§ **WORK TASK**
Set the pictures aside and set down only the lines from the line holding "I am building" through the end of the entries below, ends included.

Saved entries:
○ ○ ○ ○ ○ ○ ○

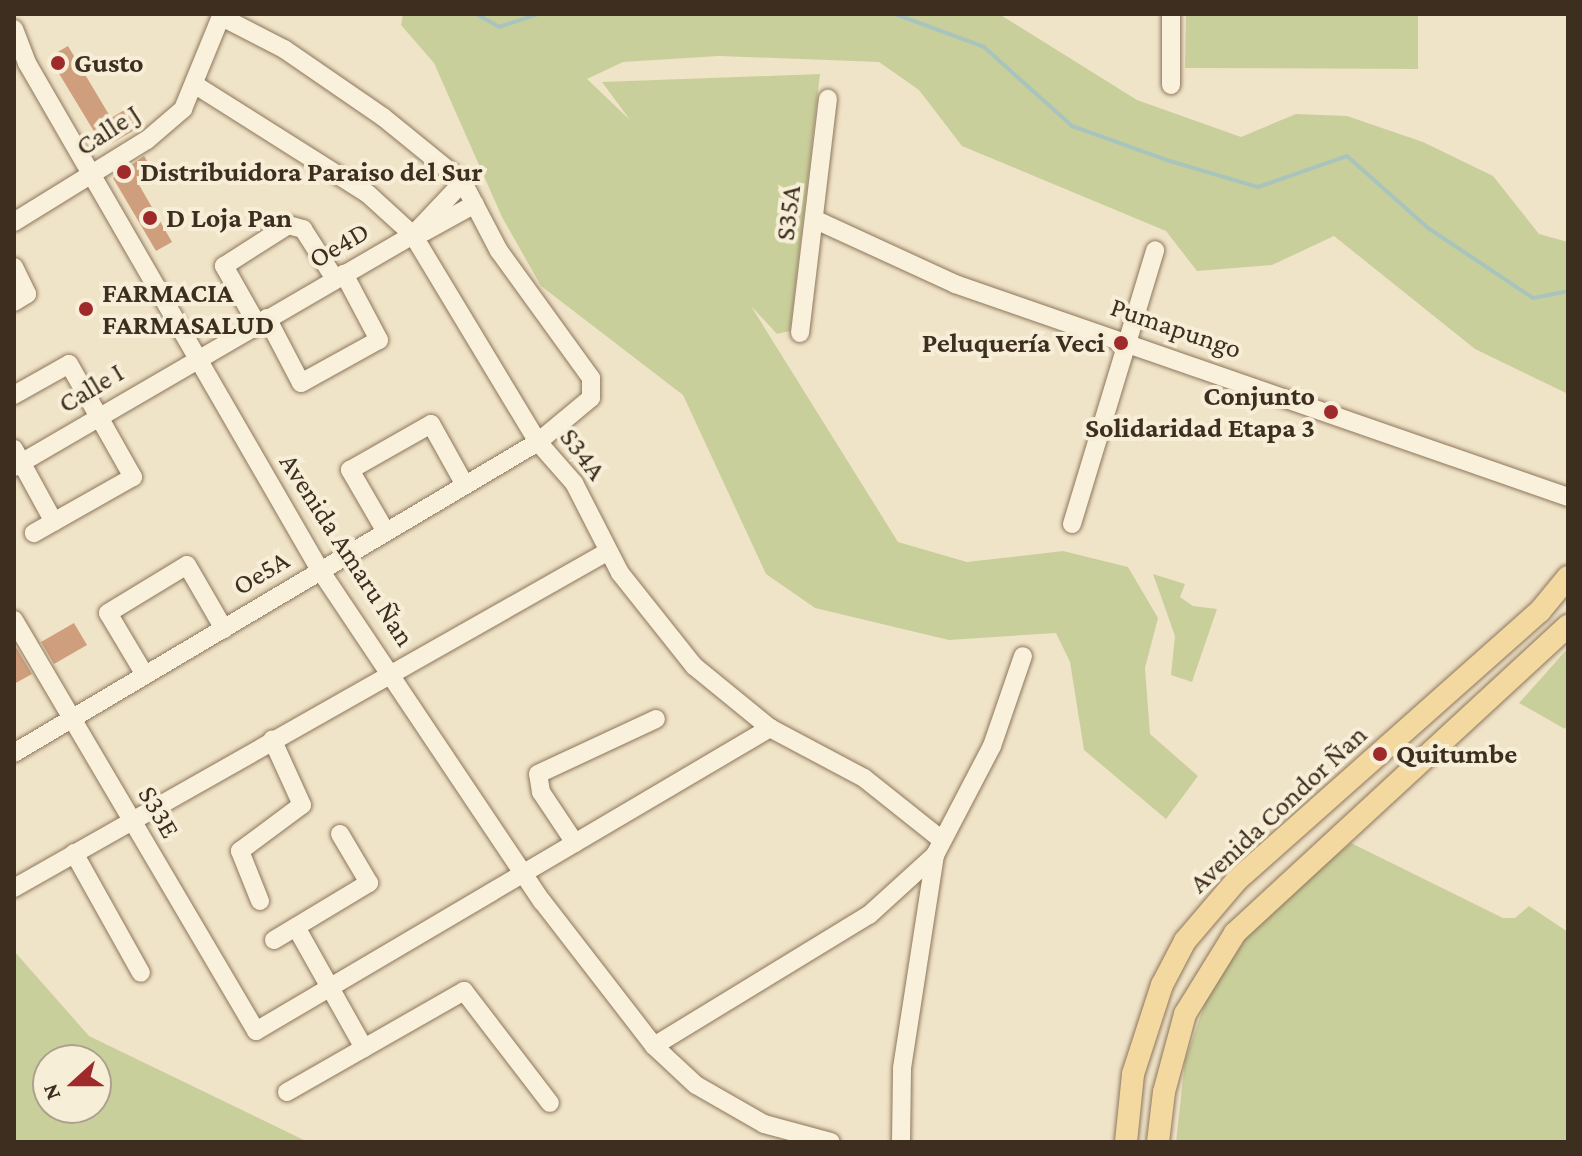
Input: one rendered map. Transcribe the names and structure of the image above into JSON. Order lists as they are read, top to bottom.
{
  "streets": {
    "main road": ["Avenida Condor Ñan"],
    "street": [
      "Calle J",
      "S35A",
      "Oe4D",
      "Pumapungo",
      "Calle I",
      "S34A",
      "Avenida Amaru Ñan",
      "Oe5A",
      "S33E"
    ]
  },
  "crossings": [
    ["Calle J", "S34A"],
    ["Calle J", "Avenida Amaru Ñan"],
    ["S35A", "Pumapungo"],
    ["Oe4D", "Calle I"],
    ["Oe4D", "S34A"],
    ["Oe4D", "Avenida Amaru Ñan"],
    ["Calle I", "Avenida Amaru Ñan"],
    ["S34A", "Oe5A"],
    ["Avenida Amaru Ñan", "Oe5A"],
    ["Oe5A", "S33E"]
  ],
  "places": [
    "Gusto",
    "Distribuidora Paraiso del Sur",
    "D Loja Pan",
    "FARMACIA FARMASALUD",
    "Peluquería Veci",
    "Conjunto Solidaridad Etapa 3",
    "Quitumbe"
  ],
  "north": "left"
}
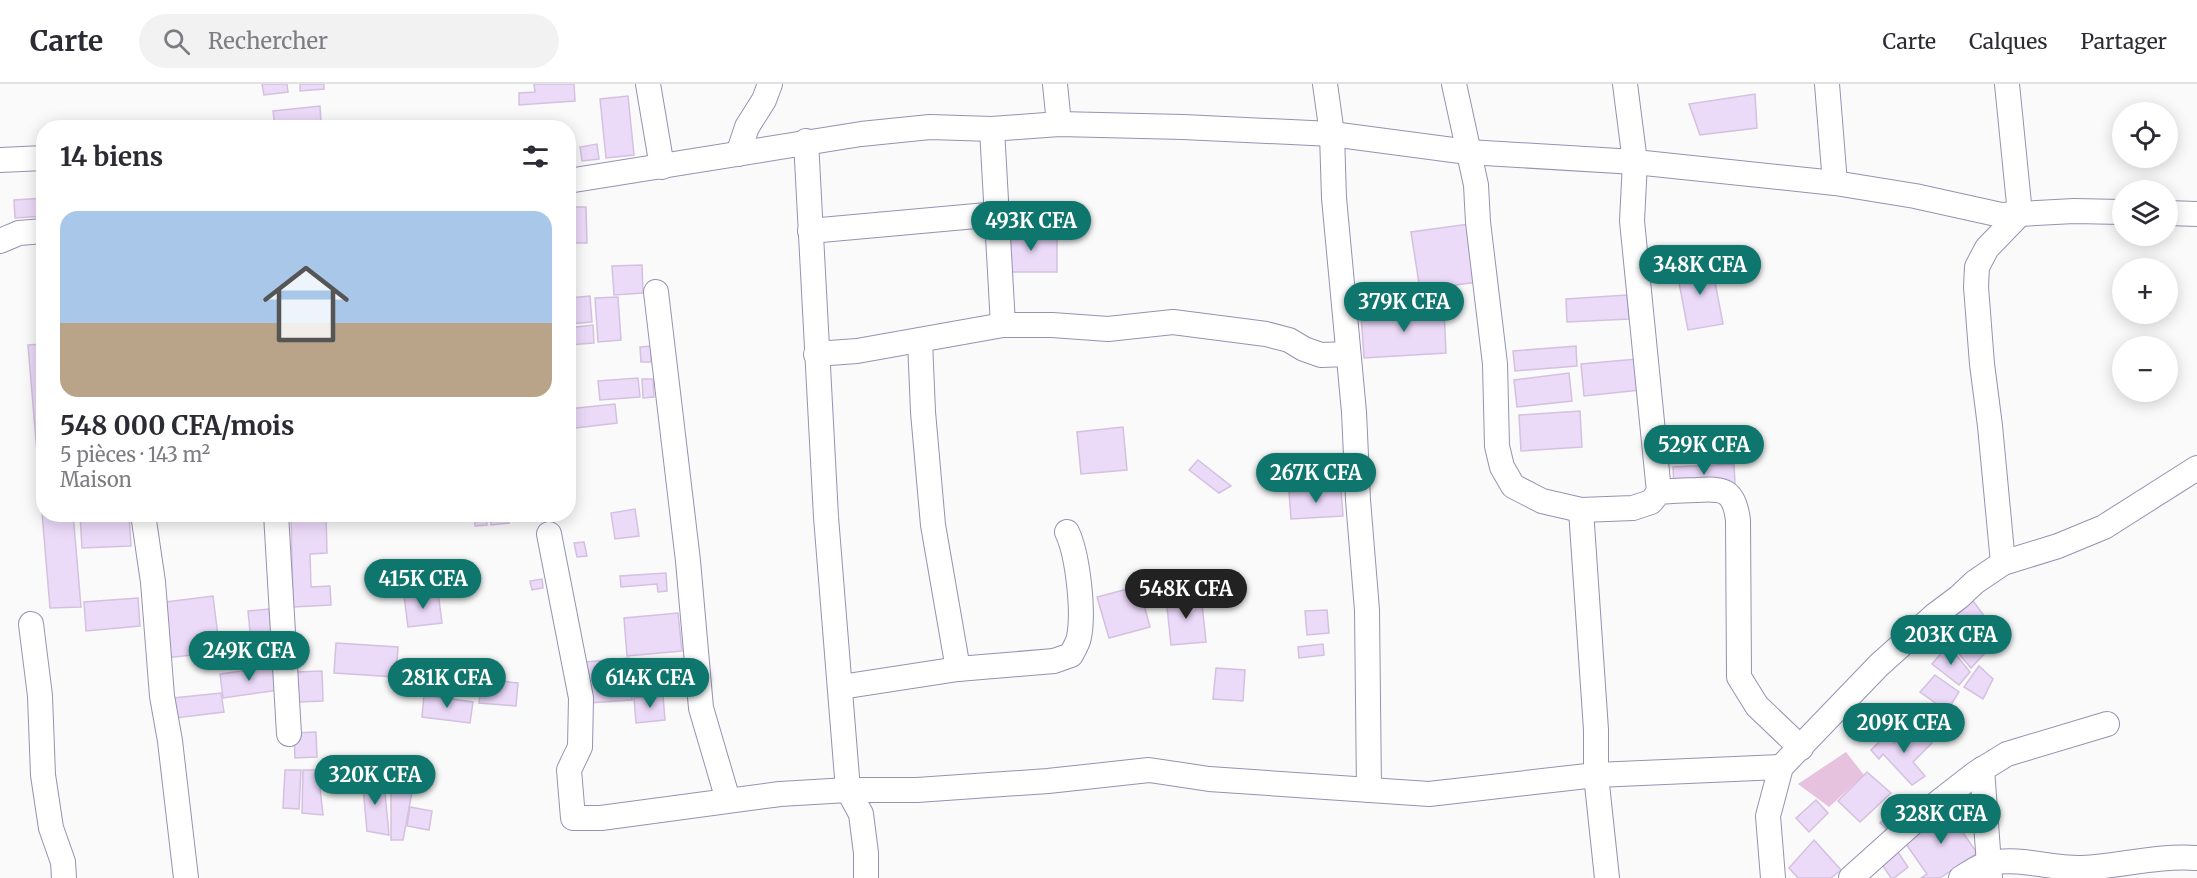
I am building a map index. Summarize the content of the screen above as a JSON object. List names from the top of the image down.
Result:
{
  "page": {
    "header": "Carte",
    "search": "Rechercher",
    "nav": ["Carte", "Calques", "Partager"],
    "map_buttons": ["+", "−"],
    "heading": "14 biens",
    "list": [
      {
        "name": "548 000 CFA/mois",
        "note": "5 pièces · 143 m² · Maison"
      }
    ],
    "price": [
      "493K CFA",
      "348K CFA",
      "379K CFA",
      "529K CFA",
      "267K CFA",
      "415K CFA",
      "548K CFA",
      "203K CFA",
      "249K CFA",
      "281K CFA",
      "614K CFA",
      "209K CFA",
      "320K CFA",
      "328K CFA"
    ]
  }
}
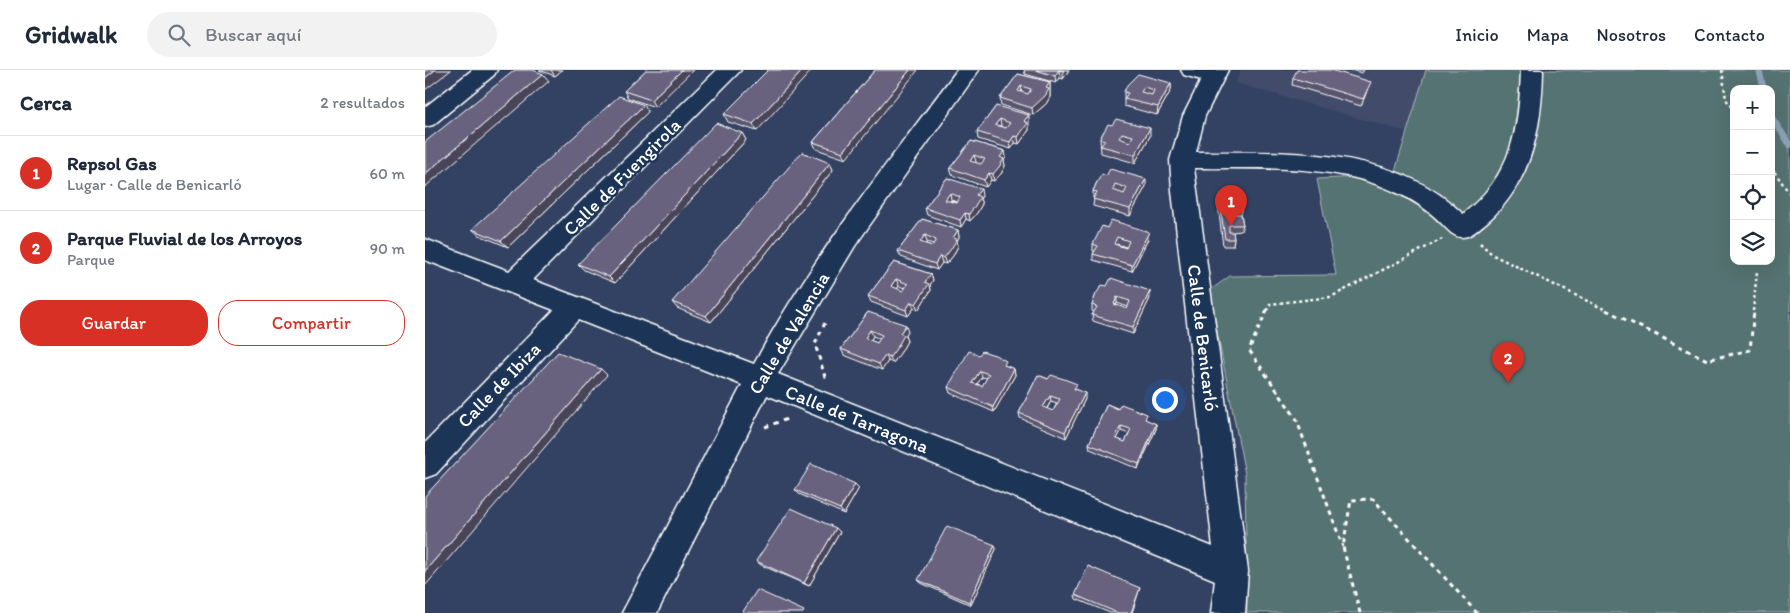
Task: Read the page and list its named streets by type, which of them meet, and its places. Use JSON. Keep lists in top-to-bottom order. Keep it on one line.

○ ○ ○ ○ ○ ○ ○

§ **SOLUTION**
I am building a map index. Summarize the content of the screen above as a JSON object. List names from the top of the image down.
Result:
{
  "page": {
    "header": "Carte",
    "search": "Rechercher",
    "nav": ["Carte", "Calques", "Partager"],
    "map_buttons": ["+", "−"],
    "heading": "14 biens",
    "list": [
      {
        "name": "548 000 CFA/mois",
        "note": "5 pièces · 143 m² · Maison"
      }
    ],
    "price": [
      "493K CFA",
      "348K CFA",
      "379K CFA",
      "529K CFA",
      "267K CFA",
      "415K CFA",
      "548K CFA",
      "203K CFA",
      "249K CFA",
      "281K CFA",
      "614K CFA",
      "209K CFA",
      "320K CFA",
      "328K CFA"
    ]
  }
}
Task: Read the page and list its named streets by type, which of them meet, and its places. Use JSON. Keep lists in top-to-bottom order. Keep it on one line.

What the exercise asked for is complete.